Here we are again. Thanks to everyone who's sent their sympathies about my mother's stroke. She's still in hospital, doing okay, but needs physio and is waiting for a place in a special unit. I'm optimistic, but it's early days yet.

I'm working on ST17, using my little netbook, as my old laptop seems to be dead. I may be able to recover stuff from the C drive without paying a hundred quid to some 'expert', but we shall see. Point is I've not had to rebuild the ST files as I cunningly backed them up just before Christmas.

So, ST17 will contain the following stories:

The Tunnel - Peter Bell
Mr Nousel's Mirror - Michael Keyton R
The Dress - Elizabeth Brown
13 Nassau St - Martin Hayes
Cabin D - Ian Rogers
The Language of the Nameless Region - Richard Gavin
Lessons - Katherine Haynes
 
Quite a spread here. Most have contemporary settings, but some are 'historical' and 'The Dress' is anyone's guess, time wise. Likewise some are traditional ghost stories, but others - notably Richard Gavin's story - owe more to Lovecraft and perhaps Machen or Blackwood. All in all it's a pretty good spread, and I'm lining up reviews and a nice bit of non-fiction from Colin Westney.
 
So, readers be not afeard. The only thing I really regret about ST is not being able to make it a quarterly, there's so much good writing out there. But the work, ah the work...

2 comments:

Michael Kelly said...

David,

Firstly, all best wishes for your mother. Here's hoping she continues to steadily improve.

ST17 looks great. I'm looking forward to reading it.

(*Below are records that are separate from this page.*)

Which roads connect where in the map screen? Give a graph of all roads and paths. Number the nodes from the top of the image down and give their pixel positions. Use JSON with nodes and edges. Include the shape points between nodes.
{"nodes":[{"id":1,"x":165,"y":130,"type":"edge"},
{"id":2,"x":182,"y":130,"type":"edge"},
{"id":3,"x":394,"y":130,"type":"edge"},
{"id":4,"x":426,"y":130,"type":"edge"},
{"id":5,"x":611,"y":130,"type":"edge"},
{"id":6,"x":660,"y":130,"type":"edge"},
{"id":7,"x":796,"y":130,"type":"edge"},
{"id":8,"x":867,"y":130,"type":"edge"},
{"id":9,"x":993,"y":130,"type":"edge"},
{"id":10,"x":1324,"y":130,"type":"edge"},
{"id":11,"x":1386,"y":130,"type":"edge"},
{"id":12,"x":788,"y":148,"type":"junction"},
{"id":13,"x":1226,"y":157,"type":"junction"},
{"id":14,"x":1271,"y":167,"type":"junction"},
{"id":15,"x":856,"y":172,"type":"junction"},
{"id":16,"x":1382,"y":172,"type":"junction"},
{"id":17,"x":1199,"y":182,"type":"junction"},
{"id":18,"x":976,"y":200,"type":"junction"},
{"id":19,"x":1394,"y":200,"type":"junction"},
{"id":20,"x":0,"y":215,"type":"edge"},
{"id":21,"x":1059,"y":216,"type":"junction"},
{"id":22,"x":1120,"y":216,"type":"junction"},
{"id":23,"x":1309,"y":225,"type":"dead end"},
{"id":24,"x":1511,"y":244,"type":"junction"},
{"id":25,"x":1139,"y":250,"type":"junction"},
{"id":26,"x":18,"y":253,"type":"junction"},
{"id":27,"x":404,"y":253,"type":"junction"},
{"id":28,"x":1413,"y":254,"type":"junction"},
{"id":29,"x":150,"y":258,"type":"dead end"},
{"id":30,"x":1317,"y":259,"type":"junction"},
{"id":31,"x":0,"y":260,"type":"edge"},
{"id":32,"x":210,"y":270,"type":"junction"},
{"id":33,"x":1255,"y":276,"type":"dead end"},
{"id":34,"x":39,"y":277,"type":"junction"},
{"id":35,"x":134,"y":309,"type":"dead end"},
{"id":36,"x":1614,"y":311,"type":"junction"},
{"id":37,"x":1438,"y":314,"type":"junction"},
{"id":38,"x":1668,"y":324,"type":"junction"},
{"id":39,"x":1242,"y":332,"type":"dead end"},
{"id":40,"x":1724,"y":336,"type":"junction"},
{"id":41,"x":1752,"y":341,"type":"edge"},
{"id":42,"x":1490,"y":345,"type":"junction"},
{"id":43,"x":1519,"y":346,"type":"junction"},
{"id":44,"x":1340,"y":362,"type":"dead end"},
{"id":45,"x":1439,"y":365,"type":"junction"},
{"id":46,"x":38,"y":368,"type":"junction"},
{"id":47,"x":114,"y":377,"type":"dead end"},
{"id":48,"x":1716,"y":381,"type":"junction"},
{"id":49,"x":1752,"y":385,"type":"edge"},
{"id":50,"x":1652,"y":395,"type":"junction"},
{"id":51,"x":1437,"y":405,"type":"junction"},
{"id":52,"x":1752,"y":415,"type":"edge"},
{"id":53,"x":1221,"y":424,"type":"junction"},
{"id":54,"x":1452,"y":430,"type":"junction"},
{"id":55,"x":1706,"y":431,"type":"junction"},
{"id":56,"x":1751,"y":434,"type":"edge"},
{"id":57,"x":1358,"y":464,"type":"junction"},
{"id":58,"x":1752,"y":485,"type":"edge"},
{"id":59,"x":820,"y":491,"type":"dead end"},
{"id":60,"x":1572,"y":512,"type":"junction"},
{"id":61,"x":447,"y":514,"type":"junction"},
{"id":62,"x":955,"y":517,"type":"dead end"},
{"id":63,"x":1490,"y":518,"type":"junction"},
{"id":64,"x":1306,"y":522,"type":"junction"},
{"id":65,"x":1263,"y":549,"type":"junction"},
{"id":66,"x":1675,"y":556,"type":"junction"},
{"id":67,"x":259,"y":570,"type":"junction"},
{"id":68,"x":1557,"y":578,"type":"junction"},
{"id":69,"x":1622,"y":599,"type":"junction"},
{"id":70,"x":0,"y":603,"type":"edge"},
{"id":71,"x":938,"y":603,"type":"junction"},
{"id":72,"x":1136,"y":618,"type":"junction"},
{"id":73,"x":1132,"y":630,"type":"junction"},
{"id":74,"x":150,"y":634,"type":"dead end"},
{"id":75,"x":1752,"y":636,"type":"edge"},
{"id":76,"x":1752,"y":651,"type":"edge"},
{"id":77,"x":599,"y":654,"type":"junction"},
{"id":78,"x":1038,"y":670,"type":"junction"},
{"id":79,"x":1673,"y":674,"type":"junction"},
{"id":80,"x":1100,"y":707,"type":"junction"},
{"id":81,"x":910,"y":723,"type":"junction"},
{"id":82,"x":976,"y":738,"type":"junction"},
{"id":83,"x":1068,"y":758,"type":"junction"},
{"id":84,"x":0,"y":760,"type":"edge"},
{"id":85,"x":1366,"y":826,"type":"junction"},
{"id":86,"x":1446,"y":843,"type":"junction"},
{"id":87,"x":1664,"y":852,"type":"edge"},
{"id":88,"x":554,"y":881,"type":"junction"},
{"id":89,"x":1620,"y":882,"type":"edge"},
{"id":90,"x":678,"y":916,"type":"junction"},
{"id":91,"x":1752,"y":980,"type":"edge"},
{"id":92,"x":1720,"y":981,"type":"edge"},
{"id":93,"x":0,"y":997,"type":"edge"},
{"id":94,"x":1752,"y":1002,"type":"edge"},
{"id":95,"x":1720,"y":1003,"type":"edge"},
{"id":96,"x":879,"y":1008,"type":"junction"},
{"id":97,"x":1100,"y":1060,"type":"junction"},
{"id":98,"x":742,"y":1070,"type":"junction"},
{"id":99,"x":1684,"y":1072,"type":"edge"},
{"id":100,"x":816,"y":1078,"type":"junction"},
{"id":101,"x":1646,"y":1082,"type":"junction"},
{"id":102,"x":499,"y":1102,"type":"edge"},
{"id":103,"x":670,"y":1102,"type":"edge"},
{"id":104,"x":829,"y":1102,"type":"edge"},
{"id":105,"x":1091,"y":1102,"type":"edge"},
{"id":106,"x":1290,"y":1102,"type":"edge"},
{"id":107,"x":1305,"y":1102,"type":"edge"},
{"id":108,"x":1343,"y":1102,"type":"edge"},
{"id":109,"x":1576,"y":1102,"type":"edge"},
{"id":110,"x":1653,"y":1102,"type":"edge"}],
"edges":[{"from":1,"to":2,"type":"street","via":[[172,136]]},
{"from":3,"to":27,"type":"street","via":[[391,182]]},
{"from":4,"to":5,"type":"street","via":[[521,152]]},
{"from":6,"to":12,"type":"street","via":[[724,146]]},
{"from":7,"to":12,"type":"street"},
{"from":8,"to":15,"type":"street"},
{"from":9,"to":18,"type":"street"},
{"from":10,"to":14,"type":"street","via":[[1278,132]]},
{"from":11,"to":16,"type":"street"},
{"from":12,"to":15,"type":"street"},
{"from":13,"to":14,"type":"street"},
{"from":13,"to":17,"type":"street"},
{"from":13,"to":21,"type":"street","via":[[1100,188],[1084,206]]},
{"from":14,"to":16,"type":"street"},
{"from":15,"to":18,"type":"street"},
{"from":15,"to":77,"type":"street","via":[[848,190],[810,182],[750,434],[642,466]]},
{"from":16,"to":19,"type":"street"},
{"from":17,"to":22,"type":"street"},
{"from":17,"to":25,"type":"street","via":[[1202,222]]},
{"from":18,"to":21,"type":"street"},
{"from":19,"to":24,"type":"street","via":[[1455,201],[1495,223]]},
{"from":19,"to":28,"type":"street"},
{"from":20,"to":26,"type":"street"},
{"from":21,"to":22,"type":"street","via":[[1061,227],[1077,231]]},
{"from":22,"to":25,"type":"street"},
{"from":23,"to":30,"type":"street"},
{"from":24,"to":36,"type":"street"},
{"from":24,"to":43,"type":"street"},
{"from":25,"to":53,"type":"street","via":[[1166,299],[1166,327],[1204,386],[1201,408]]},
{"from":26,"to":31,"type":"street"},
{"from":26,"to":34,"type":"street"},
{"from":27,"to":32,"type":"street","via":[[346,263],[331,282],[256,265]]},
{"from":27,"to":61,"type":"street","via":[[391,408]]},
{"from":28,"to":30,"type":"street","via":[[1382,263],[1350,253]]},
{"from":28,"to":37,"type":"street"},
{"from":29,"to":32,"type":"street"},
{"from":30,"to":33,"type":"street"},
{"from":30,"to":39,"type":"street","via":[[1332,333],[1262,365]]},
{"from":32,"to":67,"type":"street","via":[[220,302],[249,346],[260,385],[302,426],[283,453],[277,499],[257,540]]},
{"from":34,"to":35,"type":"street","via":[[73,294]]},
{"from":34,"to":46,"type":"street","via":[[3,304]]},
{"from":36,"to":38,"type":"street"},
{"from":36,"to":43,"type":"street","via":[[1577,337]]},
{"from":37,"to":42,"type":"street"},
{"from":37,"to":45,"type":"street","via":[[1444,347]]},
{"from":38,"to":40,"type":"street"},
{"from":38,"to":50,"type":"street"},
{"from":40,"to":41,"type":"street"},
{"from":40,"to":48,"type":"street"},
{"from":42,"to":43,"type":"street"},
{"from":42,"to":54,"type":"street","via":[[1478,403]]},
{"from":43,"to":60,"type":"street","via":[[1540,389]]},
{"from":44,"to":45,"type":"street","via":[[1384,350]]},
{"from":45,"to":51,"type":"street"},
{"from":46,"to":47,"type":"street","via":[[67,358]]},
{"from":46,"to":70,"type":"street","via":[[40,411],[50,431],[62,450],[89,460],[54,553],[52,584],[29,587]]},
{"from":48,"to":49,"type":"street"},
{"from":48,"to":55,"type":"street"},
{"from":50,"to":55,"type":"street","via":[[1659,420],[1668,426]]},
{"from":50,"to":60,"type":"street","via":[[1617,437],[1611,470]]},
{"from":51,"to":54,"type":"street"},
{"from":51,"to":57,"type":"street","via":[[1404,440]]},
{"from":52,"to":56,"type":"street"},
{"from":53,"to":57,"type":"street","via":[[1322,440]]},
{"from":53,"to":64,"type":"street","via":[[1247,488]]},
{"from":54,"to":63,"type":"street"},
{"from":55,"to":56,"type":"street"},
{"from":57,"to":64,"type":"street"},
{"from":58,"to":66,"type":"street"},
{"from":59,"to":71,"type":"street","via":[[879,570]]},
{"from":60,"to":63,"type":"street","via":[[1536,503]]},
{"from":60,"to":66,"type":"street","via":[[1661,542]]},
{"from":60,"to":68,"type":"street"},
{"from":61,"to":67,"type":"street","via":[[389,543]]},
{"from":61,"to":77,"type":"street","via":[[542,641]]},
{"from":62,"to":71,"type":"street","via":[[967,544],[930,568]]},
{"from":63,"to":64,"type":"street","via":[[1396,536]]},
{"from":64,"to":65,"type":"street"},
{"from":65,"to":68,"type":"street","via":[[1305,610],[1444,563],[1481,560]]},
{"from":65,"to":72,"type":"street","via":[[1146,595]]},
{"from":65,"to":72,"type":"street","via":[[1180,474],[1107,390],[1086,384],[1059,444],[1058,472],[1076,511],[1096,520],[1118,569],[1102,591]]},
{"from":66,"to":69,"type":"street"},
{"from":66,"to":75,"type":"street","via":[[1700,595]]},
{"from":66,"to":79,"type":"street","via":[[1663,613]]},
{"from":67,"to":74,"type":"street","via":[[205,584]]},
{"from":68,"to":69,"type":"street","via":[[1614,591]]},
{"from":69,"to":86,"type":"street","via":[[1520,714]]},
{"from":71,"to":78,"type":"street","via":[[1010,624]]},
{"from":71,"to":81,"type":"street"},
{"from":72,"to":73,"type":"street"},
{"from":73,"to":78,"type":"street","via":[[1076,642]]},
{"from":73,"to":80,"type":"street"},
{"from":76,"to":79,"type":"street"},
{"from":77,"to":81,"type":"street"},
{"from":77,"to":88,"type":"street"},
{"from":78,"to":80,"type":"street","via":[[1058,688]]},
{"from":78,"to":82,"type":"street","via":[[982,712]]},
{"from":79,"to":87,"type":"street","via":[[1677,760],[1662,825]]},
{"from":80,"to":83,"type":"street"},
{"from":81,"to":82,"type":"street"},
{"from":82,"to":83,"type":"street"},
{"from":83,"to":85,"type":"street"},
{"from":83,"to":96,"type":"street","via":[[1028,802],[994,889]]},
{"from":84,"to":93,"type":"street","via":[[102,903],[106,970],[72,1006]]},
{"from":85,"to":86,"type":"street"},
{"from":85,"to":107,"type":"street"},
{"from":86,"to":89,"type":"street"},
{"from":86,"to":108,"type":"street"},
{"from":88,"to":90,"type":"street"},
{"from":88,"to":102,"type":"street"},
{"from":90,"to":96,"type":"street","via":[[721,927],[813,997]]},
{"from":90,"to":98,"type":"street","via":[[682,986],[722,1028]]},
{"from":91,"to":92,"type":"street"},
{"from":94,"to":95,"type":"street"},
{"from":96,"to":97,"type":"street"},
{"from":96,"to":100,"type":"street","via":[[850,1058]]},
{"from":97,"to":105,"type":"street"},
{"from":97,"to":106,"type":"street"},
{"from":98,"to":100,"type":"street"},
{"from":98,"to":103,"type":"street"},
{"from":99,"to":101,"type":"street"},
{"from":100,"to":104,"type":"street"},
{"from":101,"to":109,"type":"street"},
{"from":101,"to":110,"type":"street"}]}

And to harken to your previous posting, I really love Dark City, warts and all. I think, despite its flaws, that it is very well-intentioned and has a lot of heart.

-Mike

valdemar said...

Thanks Michael. She is indeed improving.

Dark City does indeed have it's heart in the right place. I much prefer it to The Matrix, which is just slick and silly. Midway between the two is The Thirteenth Floor, which has a similar retro-setting as Dark City but a very different sci-fi rationale.